## What to do
Report only the number of lines in the following entries where the word "screen" occurs.

## Data for review

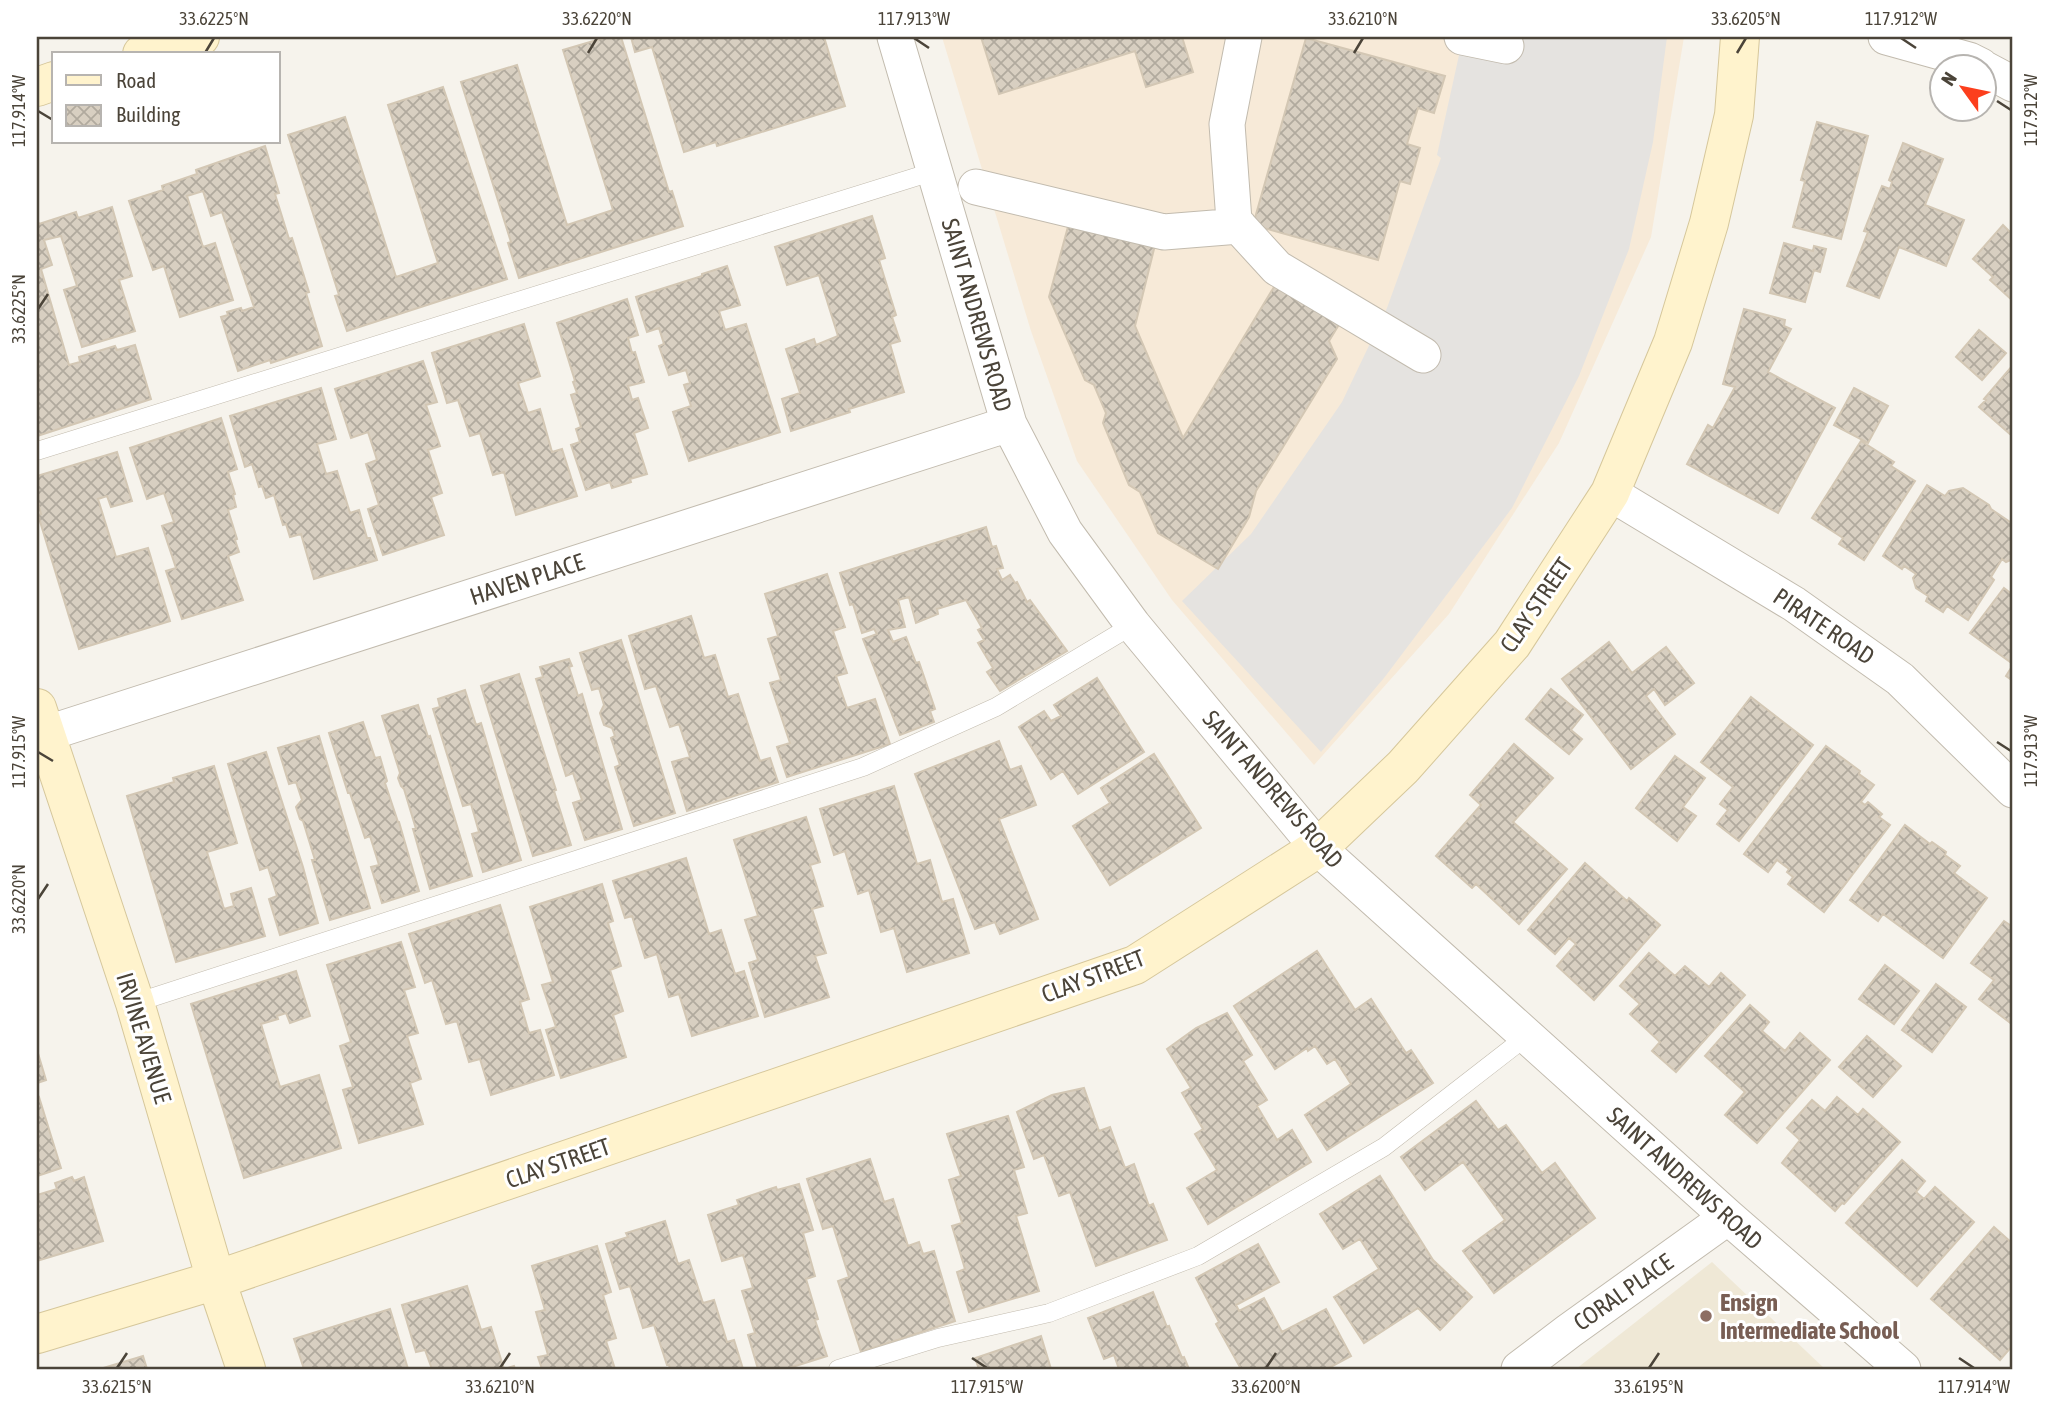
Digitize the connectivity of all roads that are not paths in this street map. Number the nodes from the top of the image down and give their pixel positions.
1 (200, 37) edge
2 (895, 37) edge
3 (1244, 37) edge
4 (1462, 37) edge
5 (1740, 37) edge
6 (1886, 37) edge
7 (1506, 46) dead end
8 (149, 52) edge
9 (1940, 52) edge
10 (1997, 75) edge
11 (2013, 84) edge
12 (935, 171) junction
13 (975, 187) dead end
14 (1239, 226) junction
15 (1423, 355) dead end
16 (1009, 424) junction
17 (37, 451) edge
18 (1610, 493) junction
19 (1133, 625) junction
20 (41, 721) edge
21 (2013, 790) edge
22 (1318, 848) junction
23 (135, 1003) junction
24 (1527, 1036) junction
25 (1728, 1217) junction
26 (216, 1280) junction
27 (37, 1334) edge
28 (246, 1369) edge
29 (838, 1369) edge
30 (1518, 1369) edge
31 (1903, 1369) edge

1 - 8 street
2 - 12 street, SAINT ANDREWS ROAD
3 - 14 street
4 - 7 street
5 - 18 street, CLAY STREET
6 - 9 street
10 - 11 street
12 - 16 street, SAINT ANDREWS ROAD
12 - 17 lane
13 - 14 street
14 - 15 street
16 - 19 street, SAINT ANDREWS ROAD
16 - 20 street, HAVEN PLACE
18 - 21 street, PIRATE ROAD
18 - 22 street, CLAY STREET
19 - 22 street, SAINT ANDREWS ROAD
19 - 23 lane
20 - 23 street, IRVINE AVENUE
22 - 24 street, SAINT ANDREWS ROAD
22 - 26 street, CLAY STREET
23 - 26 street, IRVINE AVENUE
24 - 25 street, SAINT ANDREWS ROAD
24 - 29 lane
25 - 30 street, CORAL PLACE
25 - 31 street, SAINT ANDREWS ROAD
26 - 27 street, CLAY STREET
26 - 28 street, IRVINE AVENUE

--

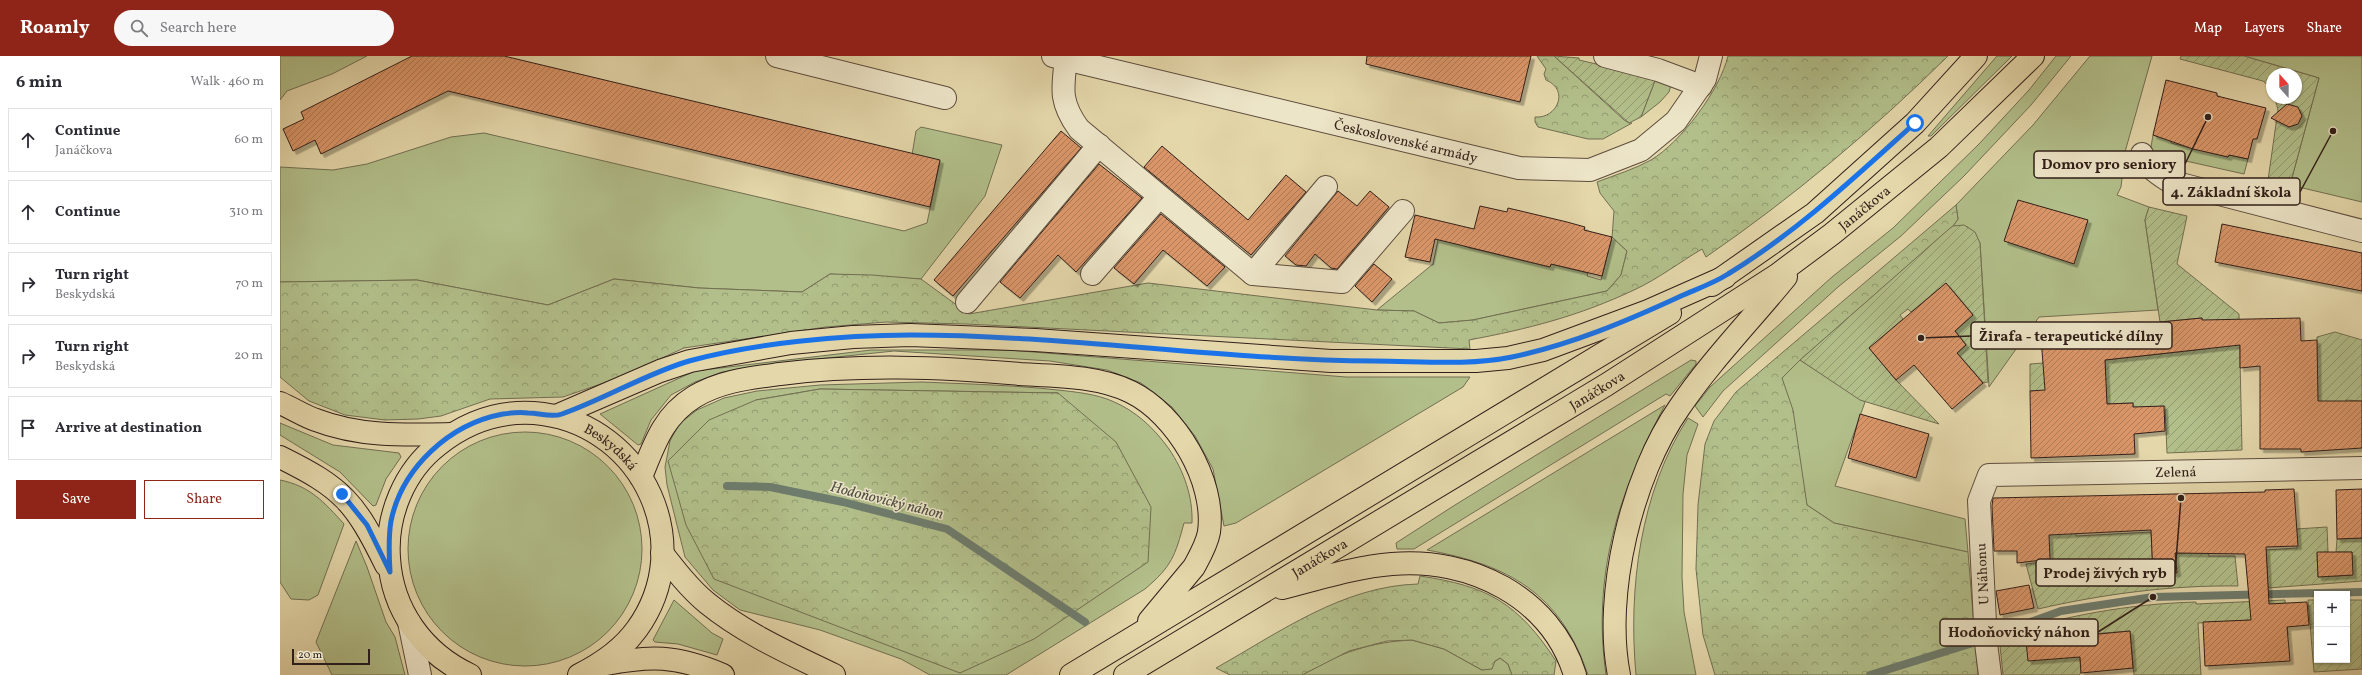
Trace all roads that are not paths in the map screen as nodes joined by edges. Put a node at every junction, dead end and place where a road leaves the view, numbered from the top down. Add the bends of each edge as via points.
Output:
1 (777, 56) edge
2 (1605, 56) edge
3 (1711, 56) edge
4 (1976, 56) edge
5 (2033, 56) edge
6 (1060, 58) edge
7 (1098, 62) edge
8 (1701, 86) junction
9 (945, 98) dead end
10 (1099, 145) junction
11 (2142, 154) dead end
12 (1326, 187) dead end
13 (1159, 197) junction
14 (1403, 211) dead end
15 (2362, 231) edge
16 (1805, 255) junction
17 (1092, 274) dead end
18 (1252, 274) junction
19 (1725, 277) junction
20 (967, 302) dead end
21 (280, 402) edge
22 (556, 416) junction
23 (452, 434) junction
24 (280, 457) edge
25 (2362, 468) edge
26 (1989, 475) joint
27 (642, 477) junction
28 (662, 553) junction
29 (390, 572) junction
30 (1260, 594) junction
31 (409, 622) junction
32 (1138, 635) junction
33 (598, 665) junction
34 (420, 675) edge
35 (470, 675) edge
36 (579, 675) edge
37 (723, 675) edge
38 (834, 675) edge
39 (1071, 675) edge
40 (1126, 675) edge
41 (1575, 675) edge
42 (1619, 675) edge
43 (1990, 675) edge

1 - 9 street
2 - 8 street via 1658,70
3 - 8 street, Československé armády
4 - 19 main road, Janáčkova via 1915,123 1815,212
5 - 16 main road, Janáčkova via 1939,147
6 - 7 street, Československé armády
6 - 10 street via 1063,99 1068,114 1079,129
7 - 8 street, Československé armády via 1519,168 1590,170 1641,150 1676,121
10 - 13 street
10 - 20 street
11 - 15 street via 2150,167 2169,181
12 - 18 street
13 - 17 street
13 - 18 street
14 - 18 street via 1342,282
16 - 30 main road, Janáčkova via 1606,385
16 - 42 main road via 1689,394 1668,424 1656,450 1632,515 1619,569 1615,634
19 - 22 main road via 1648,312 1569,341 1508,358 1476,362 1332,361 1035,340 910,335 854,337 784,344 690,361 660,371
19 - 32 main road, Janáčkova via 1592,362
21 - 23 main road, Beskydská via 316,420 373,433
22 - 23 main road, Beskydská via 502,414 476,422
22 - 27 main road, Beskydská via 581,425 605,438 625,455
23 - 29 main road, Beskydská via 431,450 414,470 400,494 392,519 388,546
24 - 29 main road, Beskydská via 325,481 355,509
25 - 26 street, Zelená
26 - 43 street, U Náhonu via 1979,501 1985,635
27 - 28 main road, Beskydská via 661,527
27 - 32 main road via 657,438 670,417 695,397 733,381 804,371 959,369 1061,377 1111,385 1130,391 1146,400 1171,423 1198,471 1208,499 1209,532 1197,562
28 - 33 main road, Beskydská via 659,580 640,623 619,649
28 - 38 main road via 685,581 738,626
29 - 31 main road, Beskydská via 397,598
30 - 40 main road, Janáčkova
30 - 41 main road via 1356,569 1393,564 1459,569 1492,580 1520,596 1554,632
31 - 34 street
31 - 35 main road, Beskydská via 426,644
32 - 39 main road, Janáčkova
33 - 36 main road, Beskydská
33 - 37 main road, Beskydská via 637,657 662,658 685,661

...

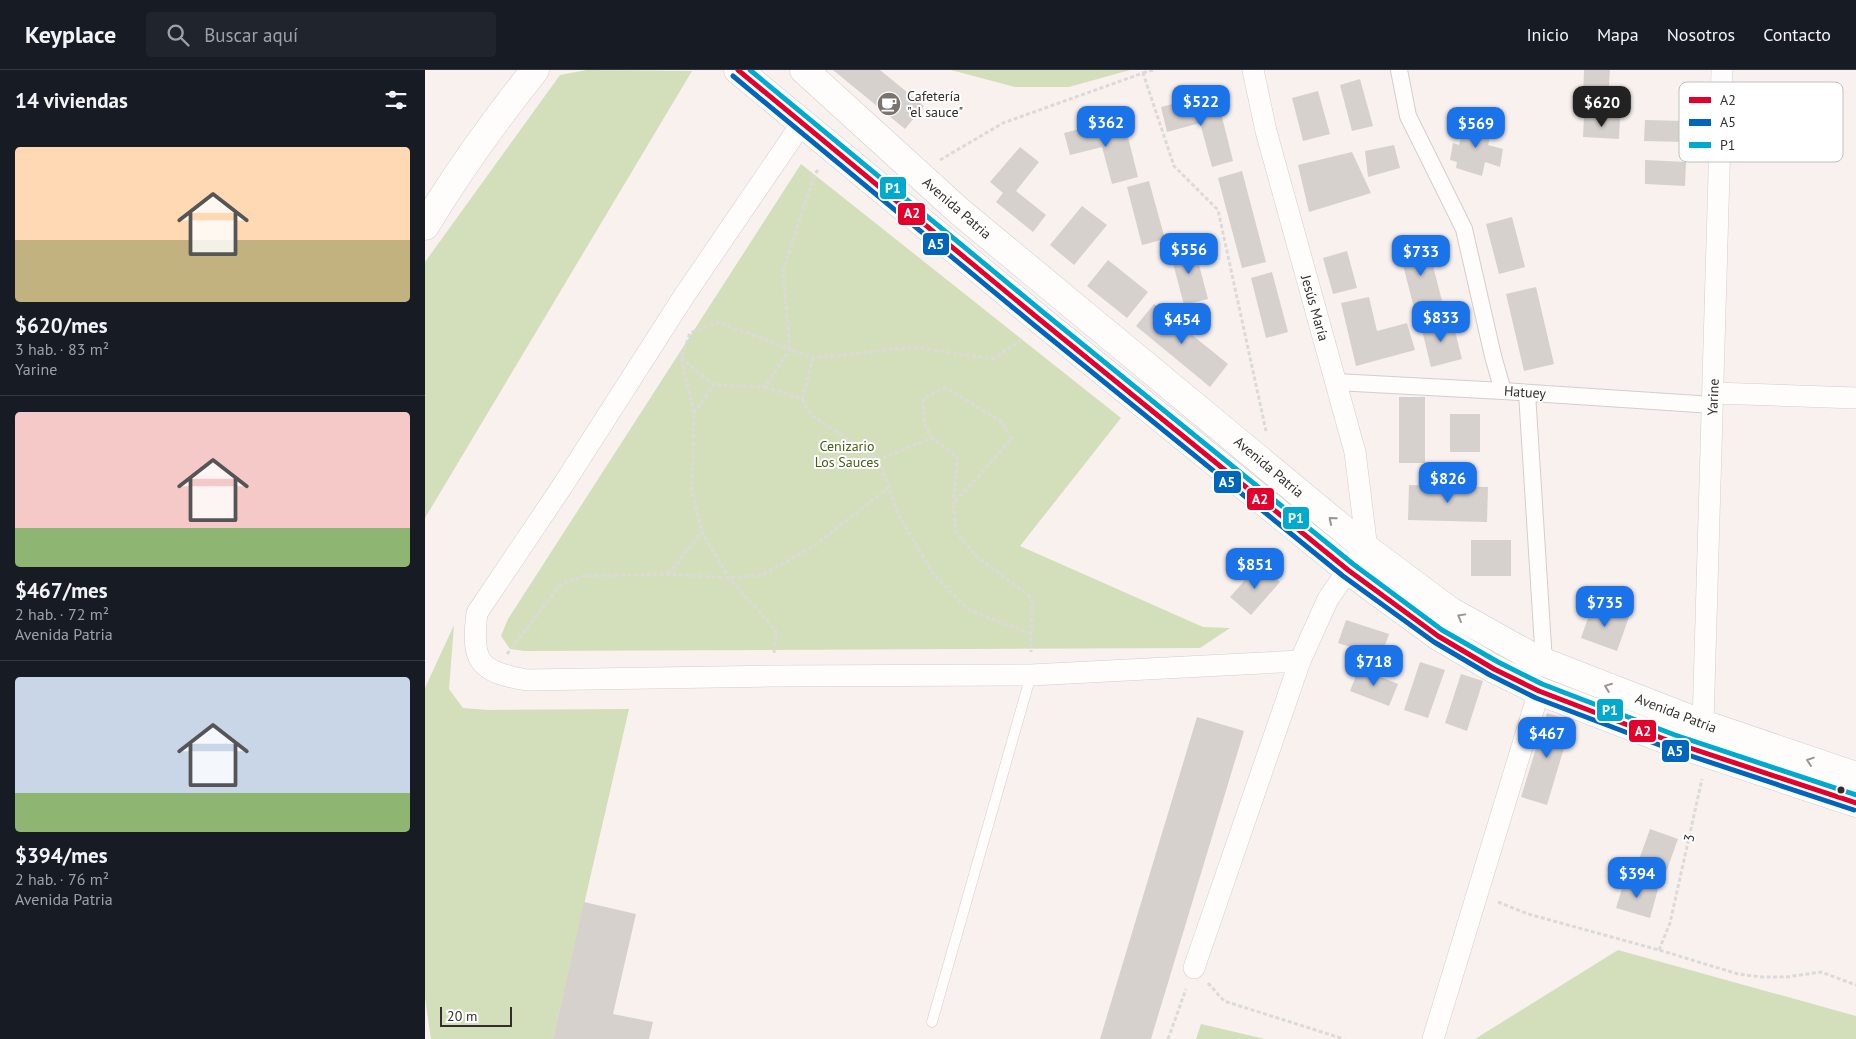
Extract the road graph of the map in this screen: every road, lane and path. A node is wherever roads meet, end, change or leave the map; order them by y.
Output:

## Written solution
2